Former Spokesperson for the late former President of Ghana Jerry John Rawlings, Victor Smith has expressed regret that he was not able to reconcile with his former boss before his demise last year.
He revealed this in an exclusive interview with Joy News following the death of the former president, when he was sharing moments he had with him, while alive.
According to him, Mr. Rawlings “shouldn’t have died now”, because he could still get opportunity to explain to him why he took certain decisions that affected their relationships.
“He was a good man. In fact, he was a bad man to some people too. In fact, he was bad to me at some point. But, he was good man. He wanted others to leave better lives as well. So when he talked about social justice and other things, he was looking for people to leave well”, Mr. Smile observed.
“He would confide in me in so many things how to approach things. I don’t think he should have died now. I was always hoping I would make up with him again and I would be given opportunity to explain certain actions of mine. And I am sure he would have respected that. Unfortunately God knows best”, he regretted.
On June 4, 2017, the late president Rawlings explained why he fired his former personal assistant, indicating that ambassador Smith wanted to divert funds to then candidate Mills’ campaign team in 2008 which was meant to pass through his office as founder of NDC.
According to Mr Smith, the late Rawlings fired him because he (Mr Smith) supported late Prof John Mills’ choice of Mr John Mahama as running mate at the time, against the wishes of the Rawlingses.
But, presenting his side of the story in Wa at the 38th anniversary of the 4 June 1979 uprising, Mr Rawlings said, “I used to have a secretary called Victor Smith; we fell out. It wasn’t so much because of disagreement over John Mahama and yet that’s what he’s touting. And yet I guess he like a few of us who want to be president have stepped back being promised, of course that he will make them running mates, I presume.”
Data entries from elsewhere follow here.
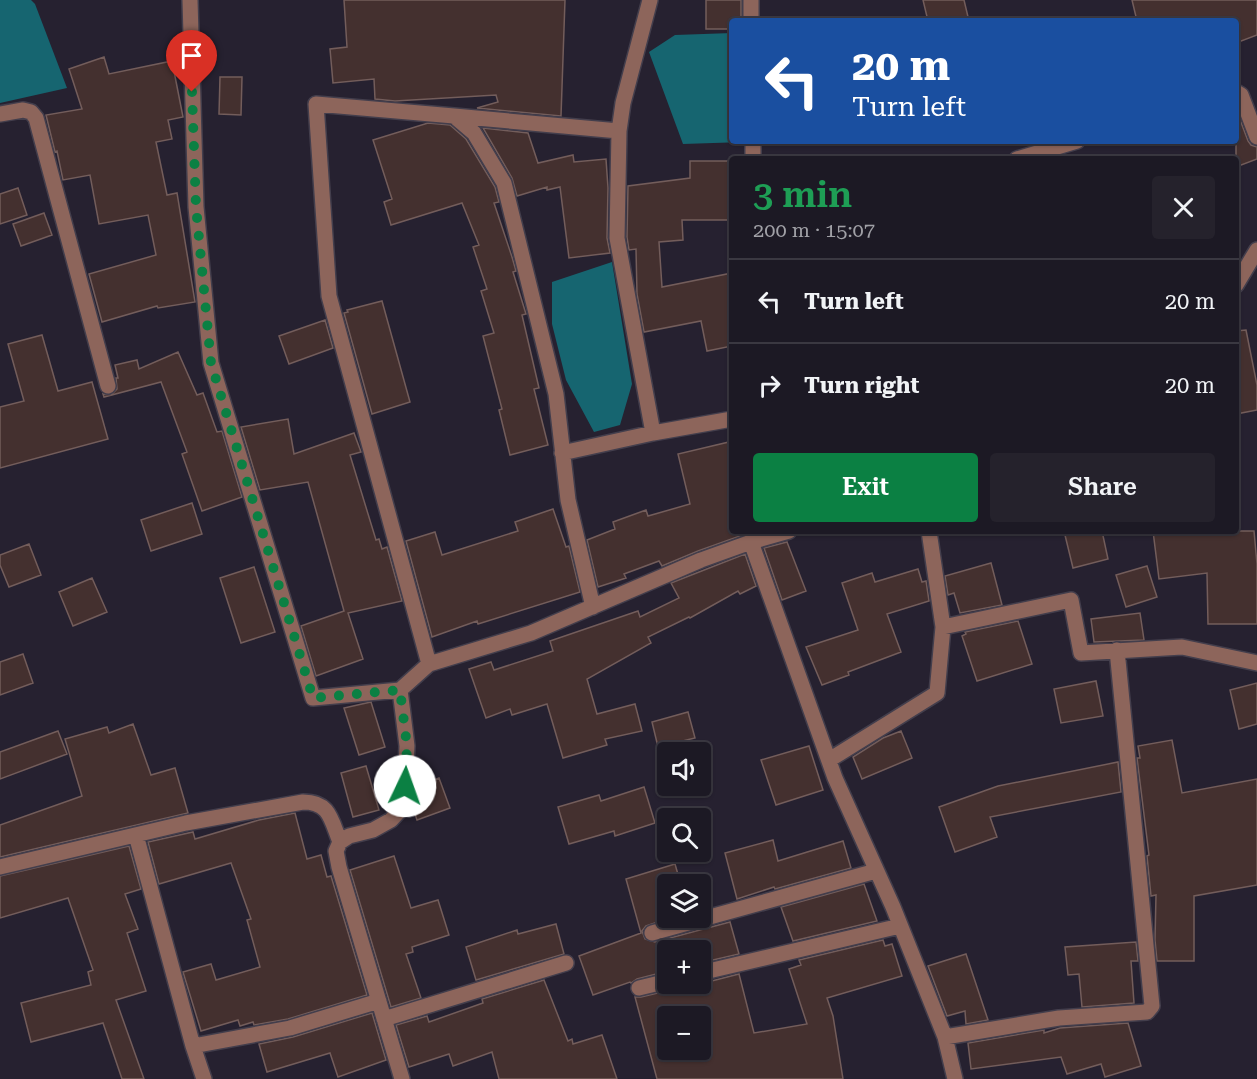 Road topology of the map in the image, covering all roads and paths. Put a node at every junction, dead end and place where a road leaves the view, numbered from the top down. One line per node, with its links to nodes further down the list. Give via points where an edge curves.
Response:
1 (190, 0): 26 (street, via 196,207 211,363 313,698)
2 (650, 0): 8 (street, via 622,103)
3 (751, 0): 4 (street)
4 (751, 18)
5 (1239, 94): 9 (street)
6 (0, 114): 14 (street, via 23,110 36,118)
7 (454, 116): 8 (street); 17 (street, via 474,133 504,183 556,394); 25 (street, via 316,104 328,296)
8 (619, 131): 16 (street, via 617,238)
9 (1257, 136)
10 (1067, 144): 11 (street)
11 (1027, 156)
12 (1257, 250): 13 (street)
13 (1239, 280)
14 (108, 386)
15 (729, 420): 16 (street)
16 (653, 433): 17 (street)
17 (562, 453): 21 (street, via 568,500)
18 (779, 534): 20 (street)
19 (929, 534): 22 (street)
20 (751, 542): 21 (street); 27 (street)
21 (594, 607): 25 (street, via 531,633)
22 (943, 627): 23 (street, via 1071,600 1081,653); 27 (street, via 937,693)
23 (1117, 650): 24 (street, via 1182,647); 40 (street, via 1152,1006 1147,1012 1132,1015 1059,1017)
24 (1257, 663)
25 (429, 664): 26 (street)
26 (400, 690): 29 (street, via 407,746 404,806 374,830)
27 (829, 760): 31 (street)
28 (136, 835): 29 (street, via 314,802 328,810); 30 (street); 41 (street)
29 (340, 842): 38 (street, via 336,851 339,867)
30 (0, 867)
31 (876, 871): 32 (street); 33 (street)
32 (900, 926): 35 (street); 40 (street)
33 (652, 933)
34 (566, 963): 39 (street)
35 (711, 970)
36 (657, 984): 37 (street)
37 (639, 988)
38 (379, 1001): 39 (street); 41 (street, via 290,1028)
39 (384, 1019): 43 (street)
40 (945, 1037): 44 (street)
41 (193, 1046): 42 (street)
42 (204, 1079)
43 (402, 1079)
44 (955, 1079)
“Listen, why did I turn against this boy called victor smith?” the former military ruler asked. “He (Mr Smith) was my Secretary. Some Nigerians invited us to the USA – I had left office – to come and give a talk and commission some business for them. We went. When we returned, subsequently – months or how many years later – when Prof Mills was our flag bearer, then this Nigerians decided to help, so, they were dealing with my office, Mr Victor Smith. Now I subsequently heard about it because there was a to-and-fro over this money, contribution issue till somebody finally called me that this is what is going on: ‘They know me, they want to give me the money and I can pass it on, not give it to Victor Smith and Victor Smith is saying that: ‘no, he would take it to the prof, [because] I’m not the one who is going to be the candidate,’ blah blah blah blah that type of rubbish. So, they come out through somebody and said: ‘This is what is going on.”
Mr Rawlings continued: “Eventually, the contribution did not even come. It did not come. I did not receive any contribution from them, through Mills, through Smith, or directly through the person who came to see me also and I don’t believe that they sent it to Mills and I don’t believe that Prof Mills received any money from that place because I think they got fed up with the way this man was behaving.”
“And yet, when the time to pour poison on me started, this secretary of mine was telling the world on radio stations that contribution was coming for a certain nationalistic duty and he had stopped it and diverted it to the flag bearer. In other words, he had stopped it from coming to me. I was disgusted that this guy would make up such a story. And you know the one who angered me the most? Our Prof Mills who knew the truth but kept quiet for this poison to burn me – I was fraudulent,” Mr Rawlings complained.